# Won by the chaste conversation of their wives...



## Pooks (May 19, 2012)

"Wives, in the same way submit yourselves to your own husbands so that, if any of them do not believe the word, they may be won over without words by the behavior of their wives, when they see the purity and reverence of your lives."
1 Peter 3: 1-2 (NIV)

Discuss.  (Yes like an exam question, lol)

Anyone have any, real life testimonies, experiences (yours or second hand) to share on this subject?


----------



## Shimmie (May 20, 2012)

Several... I'm saving my space lol to come back later with some very encouraging testimonies.


----------



## SweetSimplicity (May 20, 2012)

My understanding of this verse is that Peter is refering to wives married to unbelievers or who have husbands that are believers but are not living lives obedient to God. A married christian women's greatest ministry is to her family. For those who find themself in this situation( married to an unbeliever) the best way to witness to our husbands is by our attitude and behavior. Not by nagging or manipulation. We are not our husbands Holy Spirit. When we love and accept them like Christ does for us and pray for them constantly and trust that the Holy Spirit will work in them. Changes can happen. Many times they will be drawn to Christ if they are able to see Christ through us.( If we are acting Christ like).


----------



## Shimmie (May 20, 2012)

naturalmermaid said:


> My understanding of this verse is that Peter is refering to wives married to unbelievers or who have husbands that are believers but are not living lives obedient to God. A married christian women's greatest ministry is to her family. For those who find themself in this situation( married to an unbeliever) the best way to witness to our husbands is by our attitude and behavior. Not by nagging or manipulation. We are not our husbands Holy Spirit. When we love and accept them like Christ does for us and pray for them constantly and trust that the Holy Spirit will work in them. Changes can happen. Many times they will be drawn to Christ if they are able to see Christ through us.( If we are acting Christ like).

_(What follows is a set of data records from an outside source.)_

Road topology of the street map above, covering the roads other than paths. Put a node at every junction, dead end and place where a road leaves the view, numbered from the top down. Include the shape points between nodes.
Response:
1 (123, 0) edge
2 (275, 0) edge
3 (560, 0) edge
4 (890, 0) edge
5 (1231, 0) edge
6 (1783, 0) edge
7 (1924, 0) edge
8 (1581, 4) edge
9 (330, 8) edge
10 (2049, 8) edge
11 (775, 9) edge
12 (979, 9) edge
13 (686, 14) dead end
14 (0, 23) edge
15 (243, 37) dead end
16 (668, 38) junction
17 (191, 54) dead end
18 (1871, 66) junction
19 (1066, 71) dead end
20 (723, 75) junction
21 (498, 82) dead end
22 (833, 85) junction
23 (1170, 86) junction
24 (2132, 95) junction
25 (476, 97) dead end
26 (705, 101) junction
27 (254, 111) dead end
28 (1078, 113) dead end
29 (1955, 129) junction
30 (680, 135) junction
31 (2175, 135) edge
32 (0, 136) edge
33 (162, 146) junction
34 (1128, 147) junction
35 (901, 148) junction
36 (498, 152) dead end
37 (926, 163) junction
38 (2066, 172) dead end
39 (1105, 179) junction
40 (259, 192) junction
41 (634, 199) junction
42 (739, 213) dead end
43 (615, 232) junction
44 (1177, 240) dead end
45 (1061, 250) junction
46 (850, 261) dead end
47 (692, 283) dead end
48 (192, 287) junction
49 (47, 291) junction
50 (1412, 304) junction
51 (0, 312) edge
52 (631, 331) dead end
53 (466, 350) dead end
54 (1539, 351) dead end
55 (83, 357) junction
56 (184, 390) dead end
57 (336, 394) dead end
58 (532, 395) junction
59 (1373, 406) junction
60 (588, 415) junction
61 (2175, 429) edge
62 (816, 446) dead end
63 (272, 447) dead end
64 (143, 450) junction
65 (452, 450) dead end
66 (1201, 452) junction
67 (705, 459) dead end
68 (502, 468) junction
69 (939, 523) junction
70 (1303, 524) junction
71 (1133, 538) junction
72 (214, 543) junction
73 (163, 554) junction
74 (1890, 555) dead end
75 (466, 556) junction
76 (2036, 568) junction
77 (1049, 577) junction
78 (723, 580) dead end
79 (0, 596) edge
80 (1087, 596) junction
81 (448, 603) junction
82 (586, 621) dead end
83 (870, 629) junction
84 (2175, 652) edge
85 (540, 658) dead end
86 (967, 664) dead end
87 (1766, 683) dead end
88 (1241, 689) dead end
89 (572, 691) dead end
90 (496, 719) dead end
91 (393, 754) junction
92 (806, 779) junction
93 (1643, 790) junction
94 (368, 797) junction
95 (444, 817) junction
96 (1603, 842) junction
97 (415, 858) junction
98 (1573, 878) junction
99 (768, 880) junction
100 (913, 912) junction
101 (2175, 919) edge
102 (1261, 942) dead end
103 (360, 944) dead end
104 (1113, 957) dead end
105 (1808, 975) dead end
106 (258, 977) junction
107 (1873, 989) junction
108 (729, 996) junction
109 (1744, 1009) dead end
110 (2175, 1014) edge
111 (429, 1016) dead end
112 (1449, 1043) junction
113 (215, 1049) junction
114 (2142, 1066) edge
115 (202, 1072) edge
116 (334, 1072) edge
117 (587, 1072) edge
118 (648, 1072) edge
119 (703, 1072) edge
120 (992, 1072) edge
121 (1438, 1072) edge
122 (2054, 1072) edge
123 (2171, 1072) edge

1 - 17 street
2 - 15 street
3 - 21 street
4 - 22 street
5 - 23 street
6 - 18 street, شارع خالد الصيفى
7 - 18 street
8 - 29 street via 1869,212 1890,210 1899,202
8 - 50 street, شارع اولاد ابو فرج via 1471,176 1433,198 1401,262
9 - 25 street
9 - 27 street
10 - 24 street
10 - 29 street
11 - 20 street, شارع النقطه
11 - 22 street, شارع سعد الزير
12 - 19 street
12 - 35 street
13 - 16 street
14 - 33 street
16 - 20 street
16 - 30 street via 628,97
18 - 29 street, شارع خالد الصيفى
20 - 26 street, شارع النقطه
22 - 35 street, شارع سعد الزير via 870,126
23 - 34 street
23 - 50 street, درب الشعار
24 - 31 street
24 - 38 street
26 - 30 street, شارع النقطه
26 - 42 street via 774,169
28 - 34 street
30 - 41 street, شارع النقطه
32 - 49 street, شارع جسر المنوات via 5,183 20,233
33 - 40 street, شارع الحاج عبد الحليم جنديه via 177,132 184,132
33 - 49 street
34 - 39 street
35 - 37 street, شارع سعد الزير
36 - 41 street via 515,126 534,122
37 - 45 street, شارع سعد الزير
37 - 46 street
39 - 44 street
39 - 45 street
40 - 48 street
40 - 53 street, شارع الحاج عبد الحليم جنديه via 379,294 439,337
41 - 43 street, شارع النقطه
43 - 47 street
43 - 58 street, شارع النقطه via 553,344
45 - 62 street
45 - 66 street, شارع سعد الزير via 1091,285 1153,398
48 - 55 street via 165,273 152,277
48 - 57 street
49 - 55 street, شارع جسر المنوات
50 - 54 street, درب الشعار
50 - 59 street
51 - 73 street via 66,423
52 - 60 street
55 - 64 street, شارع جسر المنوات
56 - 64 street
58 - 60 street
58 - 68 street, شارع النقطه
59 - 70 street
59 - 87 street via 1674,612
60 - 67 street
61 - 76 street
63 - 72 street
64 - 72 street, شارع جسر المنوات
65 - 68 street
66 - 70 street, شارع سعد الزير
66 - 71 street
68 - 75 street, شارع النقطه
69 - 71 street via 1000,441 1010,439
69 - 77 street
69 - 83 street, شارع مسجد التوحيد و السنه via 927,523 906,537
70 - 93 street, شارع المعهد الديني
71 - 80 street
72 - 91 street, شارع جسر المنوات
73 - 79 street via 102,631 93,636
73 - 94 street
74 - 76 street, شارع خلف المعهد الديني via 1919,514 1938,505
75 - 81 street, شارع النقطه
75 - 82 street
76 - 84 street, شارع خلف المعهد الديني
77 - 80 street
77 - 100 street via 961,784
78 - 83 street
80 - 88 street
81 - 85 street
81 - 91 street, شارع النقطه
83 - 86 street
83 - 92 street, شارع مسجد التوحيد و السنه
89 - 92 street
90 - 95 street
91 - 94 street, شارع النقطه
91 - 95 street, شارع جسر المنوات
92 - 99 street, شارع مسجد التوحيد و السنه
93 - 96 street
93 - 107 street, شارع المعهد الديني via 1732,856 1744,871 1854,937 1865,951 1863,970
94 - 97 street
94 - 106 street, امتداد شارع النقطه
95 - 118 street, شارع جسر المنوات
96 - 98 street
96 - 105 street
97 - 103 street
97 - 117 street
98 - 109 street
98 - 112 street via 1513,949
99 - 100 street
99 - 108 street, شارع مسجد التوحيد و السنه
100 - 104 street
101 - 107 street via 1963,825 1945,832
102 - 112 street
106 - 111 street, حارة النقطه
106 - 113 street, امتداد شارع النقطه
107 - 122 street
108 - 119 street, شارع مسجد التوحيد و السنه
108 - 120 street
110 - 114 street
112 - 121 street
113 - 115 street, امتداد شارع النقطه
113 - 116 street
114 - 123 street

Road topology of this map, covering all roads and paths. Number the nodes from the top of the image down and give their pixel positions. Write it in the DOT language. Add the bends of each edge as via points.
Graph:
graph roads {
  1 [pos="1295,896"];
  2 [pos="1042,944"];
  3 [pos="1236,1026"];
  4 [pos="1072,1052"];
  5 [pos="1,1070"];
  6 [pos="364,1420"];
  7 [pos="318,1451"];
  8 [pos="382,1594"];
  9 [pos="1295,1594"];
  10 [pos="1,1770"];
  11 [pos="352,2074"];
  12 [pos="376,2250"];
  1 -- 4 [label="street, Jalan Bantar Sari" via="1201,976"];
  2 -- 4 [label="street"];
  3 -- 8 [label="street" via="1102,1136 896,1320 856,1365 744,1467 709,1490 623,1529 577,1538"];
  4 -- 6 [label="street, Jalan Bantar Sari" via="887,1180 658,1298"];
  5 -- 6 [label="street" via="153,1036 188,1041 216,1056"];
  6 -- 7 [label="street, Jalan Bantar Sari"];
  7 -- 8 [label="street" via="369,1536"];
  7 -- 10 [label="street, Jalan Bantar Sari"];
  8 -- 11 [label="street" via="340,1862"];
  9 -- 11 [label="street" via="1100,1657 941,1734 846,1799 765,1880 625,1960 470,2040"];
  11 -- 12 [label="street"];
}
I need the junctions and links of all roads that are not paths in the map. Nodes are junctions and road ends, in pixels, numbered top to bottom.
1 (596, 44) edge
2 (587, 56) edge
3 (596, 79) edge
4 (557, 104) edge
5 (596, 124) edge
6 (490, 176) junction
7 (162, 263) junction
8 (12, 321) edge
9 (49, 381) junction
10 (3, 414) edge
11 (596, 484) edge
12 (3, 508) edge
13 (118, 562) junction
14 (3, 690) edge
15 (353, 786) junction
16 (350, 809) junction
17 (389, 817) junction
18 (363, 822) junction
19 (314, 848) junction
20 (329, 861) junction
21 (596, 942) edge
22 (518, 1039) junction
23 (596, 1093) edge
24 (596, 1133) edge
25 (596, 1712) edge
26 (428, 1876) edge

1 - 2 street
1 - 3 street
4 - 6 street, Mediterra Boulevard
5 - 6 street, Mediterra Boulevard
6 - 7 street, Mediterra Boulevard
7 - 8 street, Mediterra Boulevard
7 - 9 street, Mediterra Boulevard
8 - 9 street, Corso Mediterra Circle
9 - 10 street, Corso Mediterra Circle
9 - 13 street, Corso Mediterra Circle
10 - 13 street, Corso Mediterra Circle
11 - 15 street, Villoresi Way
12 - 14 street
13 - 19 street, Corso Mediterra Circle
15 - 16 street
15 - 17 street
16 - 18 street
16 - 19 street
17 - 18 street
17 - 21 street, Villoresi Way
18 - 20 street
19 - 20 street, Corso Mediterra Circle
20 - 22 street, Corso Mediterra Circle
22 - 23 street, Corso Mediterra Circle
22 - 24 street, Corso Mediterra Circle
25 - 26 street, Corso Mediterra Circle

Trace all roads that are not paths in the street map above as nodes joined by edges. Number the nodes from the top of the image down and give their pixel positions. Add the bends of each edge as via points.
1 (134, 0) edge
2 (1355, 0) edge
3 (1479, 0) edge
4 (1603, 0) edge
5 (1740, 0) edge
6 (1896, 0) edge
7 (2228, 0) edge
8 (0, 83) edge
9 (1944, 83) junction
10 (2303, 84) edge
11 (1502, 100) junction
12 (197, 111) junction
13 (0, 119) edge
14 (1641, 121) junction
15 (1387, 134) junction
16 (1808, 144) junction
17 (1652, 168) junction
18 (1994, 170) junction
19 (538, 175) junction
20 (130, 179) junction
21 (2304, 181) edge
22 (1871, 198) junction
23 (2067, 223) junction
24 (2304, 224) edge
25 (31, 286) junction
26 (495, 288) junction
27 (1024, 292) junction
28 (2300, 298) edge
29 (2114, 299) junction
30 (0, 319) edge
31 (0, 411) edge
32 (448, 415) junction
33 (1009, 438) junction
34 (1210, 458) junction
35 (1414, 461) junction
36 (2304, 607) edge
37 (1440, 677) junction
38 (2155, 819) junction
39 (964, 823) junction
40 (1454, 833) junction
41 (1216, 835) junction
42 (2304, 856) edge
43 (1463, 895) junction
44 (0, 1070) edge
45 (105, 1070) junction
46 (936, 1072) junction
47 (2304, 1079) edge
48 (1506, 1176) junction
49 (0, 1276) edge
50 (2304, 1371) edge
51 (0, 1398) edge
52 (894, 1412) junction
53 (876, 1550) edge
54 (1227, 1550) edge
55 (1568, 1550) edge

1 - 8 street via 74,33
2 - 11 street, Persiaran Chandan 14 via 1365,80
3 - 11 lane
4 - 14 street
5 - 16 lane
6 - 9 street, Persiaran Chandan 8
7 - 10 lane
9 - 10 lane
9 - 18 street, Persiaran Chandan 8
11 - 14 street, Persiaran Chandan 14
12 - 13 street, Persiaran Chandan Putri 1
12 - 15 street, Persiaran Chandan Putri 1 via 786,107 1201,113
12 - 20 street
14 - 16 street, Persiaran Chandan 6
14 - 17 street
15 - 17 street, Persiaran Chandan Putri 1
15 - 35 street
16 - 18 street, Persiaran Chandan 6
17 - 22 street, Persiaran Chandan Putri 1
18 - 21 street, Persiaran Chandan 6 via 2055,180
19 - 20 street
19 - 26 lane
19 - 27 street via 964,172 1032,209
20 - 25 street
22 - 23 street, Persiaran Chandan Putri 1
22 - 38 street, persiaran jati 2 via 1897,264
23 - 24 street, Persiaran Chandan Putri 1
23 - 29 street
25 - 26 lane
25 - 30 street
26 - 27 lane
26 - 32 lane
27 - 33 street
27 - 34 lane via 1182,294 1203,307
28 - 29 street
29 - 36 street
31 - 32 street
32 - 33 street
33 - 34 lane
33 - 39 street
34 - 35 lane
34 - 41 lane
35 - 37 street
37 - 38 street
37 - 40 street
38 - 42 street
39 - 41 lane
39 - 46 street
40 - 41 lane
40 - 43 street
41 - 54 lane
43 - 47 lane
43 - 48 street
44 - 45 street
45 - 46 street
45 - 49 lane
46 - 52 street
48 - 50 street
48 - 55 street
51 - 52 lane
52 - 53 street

naturalmermaid ... Beautiful answer, so full of Truth ... 

Pooks ... thank you for this thread.   As I promised above: 

*Here's one of my testimonies.  *

My 1st husband came to the Lord by my living witness.    I gave my life to the Lord after we were divorced.   I fell in love with Jesus and the difference in me was obvious to everyone.   Jesus is all I talked about...Jesus and the Word of God.   I didn't preach, I just shared how God's Word is so powerful and how God has a Word for every situation in our lives.    

I spent every moment that I could reading the Word, in Prayer and Confessing God's Word over my life and the lives of others around me and whoever God brought into my path as a witness.  

Yet the one person that I avoided praying for was my 1st husband.  The prayers were so powerful and I was 'fearful' that God was going to  bring us back together and I didn't want to go back to that heartache.  We went through too much and I just wanted to go forward and to stay in the good place that I was in with Jesus.   I was so safe with the Lord, safer than I'd ever felt in my life and I didn't want to lose that safe haven.   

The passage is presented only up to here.